**WHAT TO DO**. Reproduce the entries. Each one must match the original exactly.

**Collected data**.

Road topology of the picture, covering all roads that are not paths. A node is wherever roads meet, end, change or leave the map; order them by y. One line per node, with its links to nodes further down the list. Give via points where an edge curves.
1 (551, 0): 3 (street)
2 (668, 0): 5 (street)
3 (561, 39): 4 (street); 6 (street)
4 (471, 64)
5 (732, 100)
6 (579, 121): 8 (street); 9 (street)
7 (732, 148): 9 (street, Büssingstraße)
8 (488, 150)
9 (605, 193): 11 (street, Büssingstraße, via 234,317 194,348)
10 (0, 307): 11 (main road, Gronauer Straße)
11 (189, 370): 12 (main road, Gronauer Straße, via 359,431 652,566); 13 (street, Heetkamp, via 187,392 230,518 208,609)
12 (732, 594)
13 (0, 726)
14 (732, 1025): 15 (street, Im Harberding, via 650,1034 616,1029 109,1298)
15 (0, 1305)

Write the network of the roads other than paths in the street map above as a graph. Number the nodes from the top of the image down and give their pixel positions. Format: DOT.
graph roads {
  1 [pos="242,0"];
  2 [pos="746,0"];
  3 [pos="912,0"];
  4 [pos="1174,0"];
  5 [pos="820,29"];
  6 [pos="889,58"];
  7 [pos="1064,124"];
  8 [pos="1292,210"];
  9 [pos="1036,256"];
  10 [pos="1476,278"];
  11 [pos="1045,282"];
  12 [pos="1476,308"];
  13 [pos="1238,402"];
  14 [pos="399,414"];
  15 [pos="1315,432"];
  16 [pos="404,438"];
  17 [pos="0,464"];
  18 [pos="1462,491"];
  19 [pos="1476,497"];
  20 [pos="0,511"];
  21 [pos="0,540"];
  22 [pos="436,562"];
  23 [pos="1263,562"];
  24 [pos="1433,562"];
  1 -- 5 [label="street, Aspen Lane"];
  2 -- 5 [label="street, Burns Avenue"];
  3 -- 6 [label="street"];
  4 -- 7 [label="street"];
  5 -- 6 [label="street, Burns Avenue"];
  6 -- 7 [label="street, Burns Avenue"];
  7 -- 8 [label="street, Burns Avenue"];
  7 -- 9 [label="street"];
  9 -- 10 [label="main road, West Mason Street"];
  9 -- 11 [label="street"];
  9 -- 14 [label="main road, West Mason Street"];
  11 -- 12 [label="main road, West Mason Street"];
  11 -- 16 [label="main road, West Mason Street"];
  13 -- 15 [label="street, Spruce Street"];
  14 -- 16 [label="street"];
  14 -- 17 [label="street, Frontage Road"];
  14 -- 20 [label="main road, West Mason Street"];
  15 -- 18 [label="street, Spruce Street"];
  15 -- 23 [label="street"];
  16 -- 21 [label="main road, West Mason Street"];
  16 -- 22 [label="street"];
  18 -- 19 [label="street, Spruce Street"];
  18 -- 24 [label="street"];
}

**RESPONSE FOR THIS EXERCISE**.
Road topology of the picture, covering all roads that are not paths. A node is wherever roads meet, end, change or leave the map; order them by y. One line per node, with its links to nodes further down the list. Give via points where an edge curves.
1 (551, 0): 3 (street)
2 (668, 0): 5 (street)
3 (561, 39): 4 (street); 6 (street)
4 (471, 64)
5 (732, 100)
6 (579, 121): 8 (street); 9 (street)
7 (732, 148): 9 (street, Büssingstraße)
8 (488, 150)
9 (605, 193): 11 (street, Büssingstraße, via 234,317 194,348)
10 (0, 307): 11 (main road, Gronauer Straße)
11 (189, 370): 12 (main road, Gronauer Straße, via 359,431 652,566); 13 (street, Heetkamp, via 187,392 230,518 208,609)
12 (732, 594)
13 (0, 726)
14 (732, 1025): 15 (street, Im Harberding, via 650,1034 616,1029 109,1298)
15 (0, 1305)

Write the network of the roads other than paths in the street map above as a graph. Number the nodes from the top of the image down and give their pixel positions. Format: DOT.
graph roads {
  1 [pos="242,0"];
  2 [pos="746,0"];
  3 [pos="912,0"];
  4 [pos="1174,0"];
  5 [pos="820,29"];
  6 [pos="889,58"];
  7 [pos="1064,124"];
  8 [pos="1292,210"];
  9 [pos="1036,256"];
  10 [pos="1476,278"];
  11 [pos="1045,282"];
  12 [pos="1476,308"];
  13 [pos="1238,402"];
  14 [pos="399,414"];
  15 [pos="1315,432"];
  16 [pos="404,438"];
  17 [pos="0,464"];
  18 [pos="1462,491"];
  19 [pos="1476,497"];
  20 [pos="0,511"];
  21 [pos="0,540"];
  22 [pos="436,562"];
  23 [pos="1263,562"];
  24 [pos="1433,562"];
  1 -- 5 [label="street, Aspen Lane"];
  2 -- 5 [label="street, Burns Avenue"];
  3 -- 6 [label="street"];
  4 -- 7 [label="street"];
  5 -- 6 [label="street, Burns Avenue"];
  6 -- 7 [label="street, Burns Avenue"];
  7 -- 8 [label="street, Burns Avenue"];
  7 -- 9 [label="street"];
  9 -- 10 [label="main road, West Mason Street"];
  9 -- 11 [label="street"];
  9 -- 14 [label="main road, West Mason Street"];
  11 -- 12 [label="main road, West Mason Street"];
  11 -- 16 [label="main road, West Mason Street"];
  13 -- 15 [label="street, Spruce Street"];
  14 -- 16 [label="street"];
  14 -- 17 [label="street, Frontage Road"];
  14 -- 20 [label="main road, West Mason Street"];
  15 -- 18 [label="street, Spruce Street"];
  15 -- 23 [label="street"];
  16 -- 21 [label="main road, West Mason Street"];
  16 -- 22 [label="street"];
  18 -- 19 [label="street, Spruce Street"];
  18 -- 24 [label="street"];
}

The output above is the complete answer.